**WHAT THE TASK ASKS:** Copy nothing but the lines below running from the line containing "ring dip: (890, 974)" through the line containing "pinky tip: (1140, 676)", both end lines included.

**LISTED RECORDS:**
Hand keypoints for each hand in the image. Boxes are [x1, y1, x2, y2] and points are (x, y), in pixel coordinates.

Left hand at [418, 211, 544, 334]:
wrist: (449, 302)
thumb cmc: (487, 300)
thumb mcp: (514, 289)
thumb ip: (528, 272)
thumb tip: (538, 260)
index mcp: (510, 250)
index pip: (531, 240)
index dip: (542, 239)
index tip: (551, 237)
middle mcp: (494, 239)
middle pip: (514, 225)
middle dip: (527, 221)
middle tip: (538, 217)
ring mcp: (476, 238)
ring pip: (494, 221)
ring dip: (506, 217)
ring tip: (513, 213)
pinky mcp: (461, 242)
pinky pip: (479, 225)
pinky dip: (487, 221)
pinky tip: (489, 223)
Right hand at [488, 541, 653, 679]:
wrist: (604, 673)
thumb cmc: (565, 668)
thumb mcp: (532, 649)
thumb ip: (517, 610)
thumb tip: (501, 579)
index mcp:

--

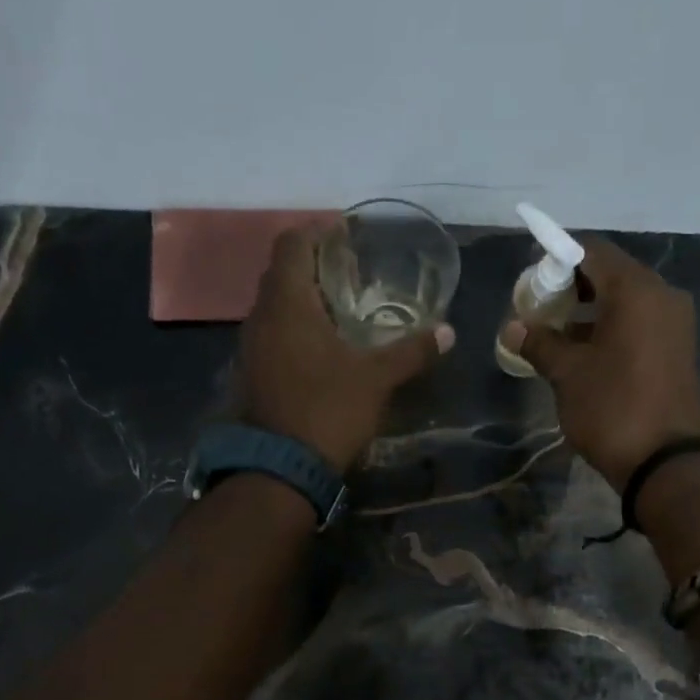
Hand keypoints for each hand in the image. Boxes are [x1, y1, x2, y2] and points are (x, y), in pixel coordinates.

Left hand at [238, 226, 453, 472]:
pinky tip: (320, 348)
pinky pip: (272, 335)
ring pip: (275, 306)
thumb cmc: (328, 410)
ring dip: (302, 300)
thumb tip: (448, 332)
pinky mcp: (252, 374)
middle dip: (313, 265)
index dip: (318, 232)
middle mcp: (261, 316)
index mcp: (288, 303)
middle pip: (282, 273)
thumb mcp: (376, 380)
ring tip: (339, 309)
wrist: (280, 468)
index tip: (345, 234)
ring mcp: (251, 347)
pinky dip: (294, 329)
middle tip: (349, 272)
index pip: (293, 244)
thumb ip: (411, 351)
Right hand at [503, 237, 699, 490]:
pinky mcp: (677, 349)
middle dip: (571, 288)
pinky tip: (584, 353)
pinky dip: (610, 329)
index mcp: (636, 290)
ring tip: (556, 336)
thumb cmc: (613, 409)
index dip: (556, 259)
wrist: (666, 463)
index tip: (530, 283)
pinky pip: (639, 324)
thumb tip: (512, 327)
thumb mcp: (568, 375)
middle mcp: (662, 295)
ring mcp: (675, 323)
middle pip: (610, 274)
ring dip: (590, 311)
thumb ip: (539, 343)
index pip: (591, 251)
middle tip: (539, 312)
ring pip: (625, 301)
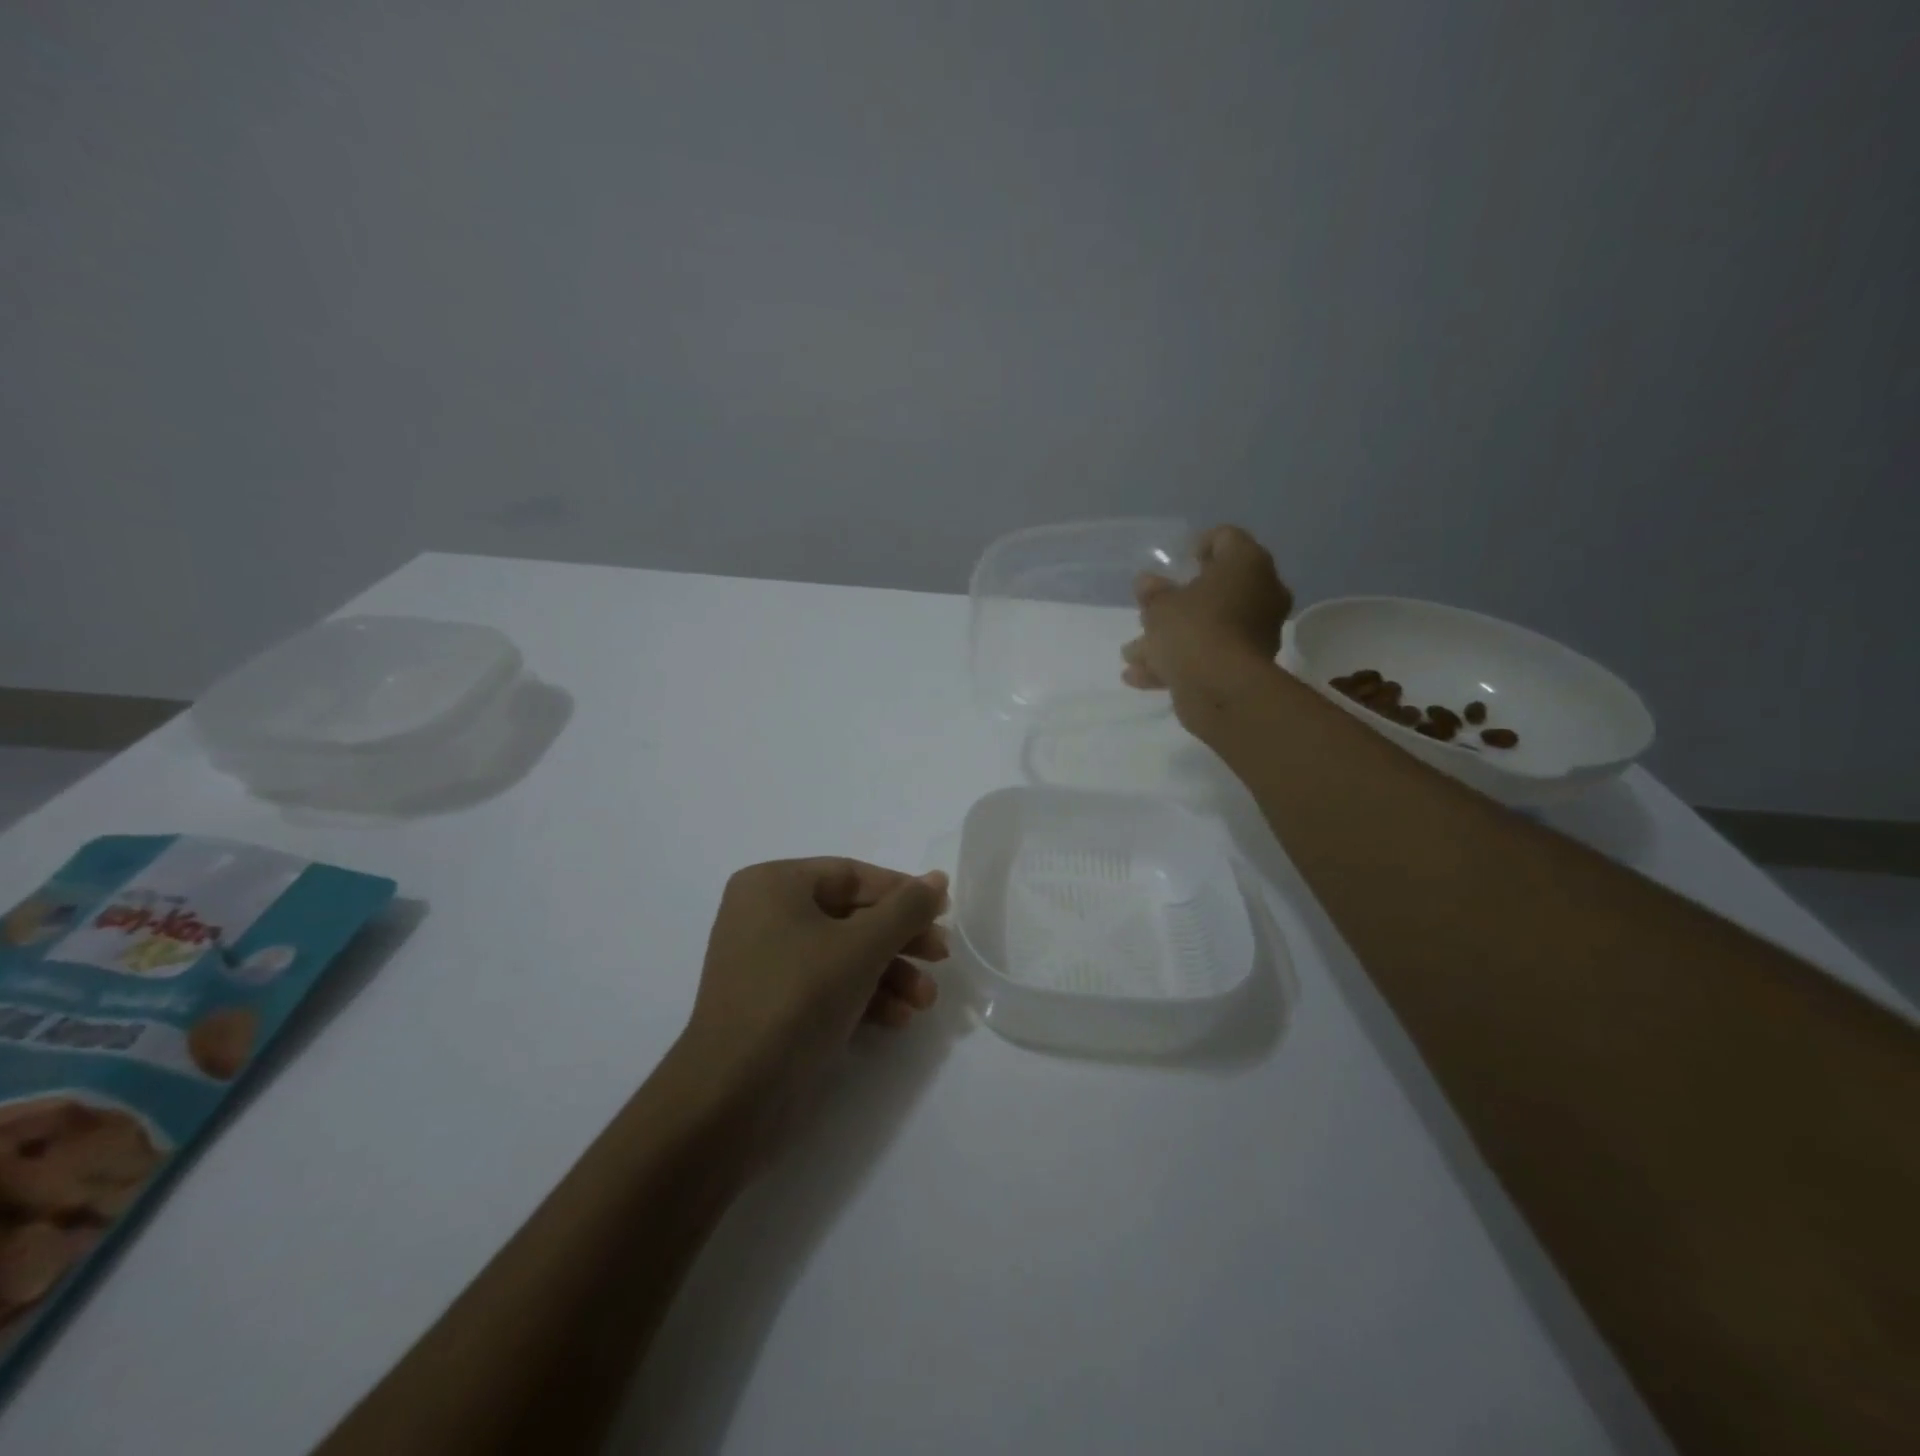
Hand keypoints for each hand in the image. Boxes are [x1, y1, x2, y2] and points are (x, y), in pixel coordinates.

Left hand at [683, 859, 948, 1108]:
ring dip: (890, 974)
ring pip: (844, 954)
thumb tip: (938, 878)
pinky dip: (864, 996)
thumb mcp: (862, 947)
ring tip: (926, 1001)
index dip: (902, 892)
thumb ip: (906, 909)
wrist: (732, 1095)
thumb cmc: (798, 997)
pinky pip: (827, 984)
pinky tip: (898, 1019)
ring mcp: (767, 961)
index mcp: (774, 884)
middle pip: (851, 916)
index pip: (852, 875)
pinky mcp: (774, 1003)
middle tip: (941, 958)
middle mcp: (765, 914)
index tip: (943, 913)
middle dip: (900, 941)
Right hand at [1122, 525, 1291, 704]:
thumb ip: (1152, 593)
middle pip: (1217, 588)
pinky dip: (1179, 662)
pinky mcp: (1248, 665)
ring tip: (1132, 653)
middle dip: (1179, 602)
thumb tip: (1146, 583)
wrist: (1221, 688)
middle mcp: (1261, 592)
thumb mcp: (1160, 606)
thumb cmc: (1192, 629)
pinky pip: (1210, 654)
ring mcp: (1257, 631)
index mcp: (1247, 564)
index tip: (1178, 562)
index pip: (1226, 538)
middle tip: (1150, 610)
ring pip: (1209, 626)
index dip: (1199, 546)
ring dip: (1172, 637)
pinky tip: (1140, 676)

**EXERCISE SOLUTION:**
ring dip: (890, 974)
ring pip: (844, 954)
thumb tip: (938, 878)
pinky dip: (864, 996)
thumb mcp: (862, 947)
ring tip: (926, 1001)
index dip: (902, 892)
thumb ip: (906, 909)
wrist: (732, 1095)
thumb cmc: (798, 997)
pinky pip: (827, 984)
pinky tip: (898, 1019)
ring mcp: (767, 961)
index mcp: (774, 884)
middle pip: (851, 916)
index pip: (852, 875)
pinky mcp: (774, 1003)
middle tip: (941, 958)
middle mcp: (765, 914)
index tip: (943, 913)
middle dip: (900, 941)
Right hand at [1122, 525, 1291, 704]:
thumb ip: (1152, 593)
middle pip: (1217, 588)
pinky dip: (1179, 662)
pinky mcp: (1248, 665)
ring tip: (1132, 653)
middle dip: (1179, 602)
thumb tip: (1146, 583)
wrist: (1221, 688)
middle mcp: (1261, 592)
thumb mcp: (1160, 606)
thumb cmc: (1192, 629)
pinky pip: (1210, 654)
ring mcp: (1257, 631)
index mcp: (1247, 564)
index tip: (1178, 562)
index pip: (1226, 538)
middle tip: (1150, 610)
ring pip: (1209, 626)
index dip: (1199, 546)
ring dip: (1172, 637)
pinky tip: (1140, 676)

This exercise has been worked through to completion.